На следующий день Давид бесследно исчез. Никто не знал, что с ним случилось, где он, жив или мертв. Хейми заявил в полицию, но полиция не стала возбуждать дело, так как, обнаружилось, что все документы, и семейные фотографии, и некоторая одежда, включая те синие-синие джинсы, тоже исчезли, а квартира Давида над мостом и рекой была срочно продана за неразглашаемую сумму неразглашаемому лицу. Уехал он в Белиз к Де Гроа, или в Европу, на родину матери, или переехал вглубь страны, чтобы начать там с белого листа новую жизнь, или, как Клауди… Все десять лет Хейми ждал этого момента — когда дверь его бара открылась с привычным позвякиванием колокольчика, и вот, появился он, его брат и друг, милый Давид. Он очень похорошел — похудел, нарастил мускулатуру, загорел, держался самоуверенно и просто. Они пили ром с кока-колой, им было сладко и весело вдвоем. «Де Гроа подключил всю полицию Белиза и Мексики, а я все равно сбежал. Он в отчаянии, я знаю, у меня есть информаторы в его окружении. Но он стал слишком стар. Боже мой, как изменилось его тело, за какие-то год-два, так быстро. Я даже подозревал СПИД, подключил верных врачей, они проверяли, несколько раз, нет, чист. Просто старость. Он еще сто лет будет жить в своем старом теле. А мне, что, из верности торчать при нем? А у меня есть единственная жизнь, которую я люблю! Это мои лучшие годы жизни, Хейми, сейчас пойдут, потому что мне не нужна любовь! Я выжил, дожил до этой зрелости, какое счастье — мне не нужна любовь!»
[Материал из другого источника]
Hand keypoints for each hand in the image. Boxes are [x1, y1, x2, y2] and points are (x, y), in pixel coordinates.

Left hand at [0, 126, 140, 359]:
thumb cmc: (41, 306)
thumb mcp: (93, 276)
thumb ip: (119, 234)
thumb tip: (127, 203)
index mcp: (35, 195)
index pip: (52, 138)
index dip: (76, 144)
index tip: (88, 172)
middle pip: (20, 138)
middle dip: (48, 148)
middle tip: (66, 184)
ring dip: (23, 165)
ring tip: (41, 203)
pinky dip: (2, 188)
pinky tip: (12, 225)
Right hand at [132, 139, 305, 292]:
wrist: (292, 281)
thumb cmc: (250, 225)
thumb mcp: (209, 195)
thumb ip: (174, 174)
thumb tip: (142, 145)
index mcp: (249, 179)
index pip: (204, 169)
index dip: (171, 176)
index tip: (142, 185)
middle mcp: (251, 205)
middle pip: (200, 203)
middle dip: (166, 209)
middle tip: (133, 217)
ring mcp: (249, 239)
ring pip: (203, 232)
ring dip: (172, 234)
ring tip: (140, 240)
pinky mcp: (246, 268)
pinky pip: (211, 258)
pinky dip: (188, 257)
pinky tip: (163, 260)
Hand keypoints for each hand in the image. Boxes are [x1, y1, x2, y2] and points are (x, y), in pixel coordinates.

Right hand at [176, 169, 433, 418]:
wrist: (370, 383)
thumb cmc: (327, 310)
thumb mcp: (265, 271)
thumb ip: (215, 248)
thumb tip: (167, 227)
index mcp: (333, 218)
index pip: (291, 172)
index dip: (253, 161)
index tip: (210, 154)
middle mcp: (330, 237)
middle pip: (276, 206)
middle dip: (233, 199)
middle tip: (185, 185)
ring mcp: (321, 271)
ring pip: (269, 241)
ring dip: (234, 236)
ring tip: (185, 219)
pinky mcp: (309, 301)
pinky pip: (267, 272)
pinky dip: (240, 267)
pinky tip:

Госпожа Браун была профессиональной красавицей — с красотой, разрушенной временем, но сохраненной историей ее большого тела: полнота и сутулость держались на юной стройности ног, всячески ею подчеркиваемой и выставляемой напоказ, что очень многим ее соседям и вообще незнакомым людям, встречающимся ей по дороге в парк, или прогуливающимся со своими детьми и собаками в парке, казалось нелепым, и они принимали госпожу Браун за сумасшедшую и вежливо боялись встретиться с ней взглядом; руки госпожи Браун тоже остались юно длинными и тонкими, и пальцы не огрубели, на них по-прежнему сияли два кольца — две дорогостоящие драгоценности, которыми госпожа Браун все еще обладала, но не потому, что не хотела их продать ради кошек, а просто потому что не могла их снять — эти перстни вросли в перста; голова госпожи Браун держалась гордо на тонкой, но сильной шее, нижняя челюсть с возрастом выдалась вперед и нос обвис, но кожа лица оставалась такой же гладкой и свежей, несмотря на все это курение сигарет; венчало памятник красоты госпожи Браун рыжее облако умело начесанных и налаченных волос.

«Как вы красивы, — сказал Маркиан. — Когда я вас впервые увидел, я подумал, что я вас знаю. Вы увидите мою девушку и поймете меня! Она поразительно похожа на вас. То есть — это очень интересно! — она не сейчас похожа на вас, а будет, когда достигнет вашего возраста. Извините, что говорю вам о возрасте… Но я был очень счастлив увидеть ее черты в ваших, потому что, я верю, — это значит, что она проживет такую же долгую жизнь, как вы!»

Он говорил это, все еще держа госпожу Браун в своих объятиях — после того, как он поднял ее, упавшую, павшую перед ним, — и госпожа Браун вдруг ясно почувствовала, что так близко к Маркиану она уже больше не окажется… Вот тогда госпожа Браун спросила: «А как зовут вашего мертвого котенка?» И он совсем не удивился ее вопросу и сказал: «Адонай». А потом она спросила: «А живого?» И он снова не удивился и ответил: «Ламанай». Но второе имя показалось госпоже Браун каким-то недоговоренным. «Что значит это имя, дорогой Маркиан?» Маркиан стеснительно засмеялся. «Что, что-то неприличное?» — игриво улыбнулась госпожа Браун. «Нет, но очень длинное значение: крокодил в глади воды, невидимый нами, но видящий нас, чьи глаза над водою, и мы найдем их, только если будем знать, где искать, и лишь рваная борозда с моментально тонущими клочками означает его движение». И он предложил госпоже Браун: «Давайте я провожу вас домой».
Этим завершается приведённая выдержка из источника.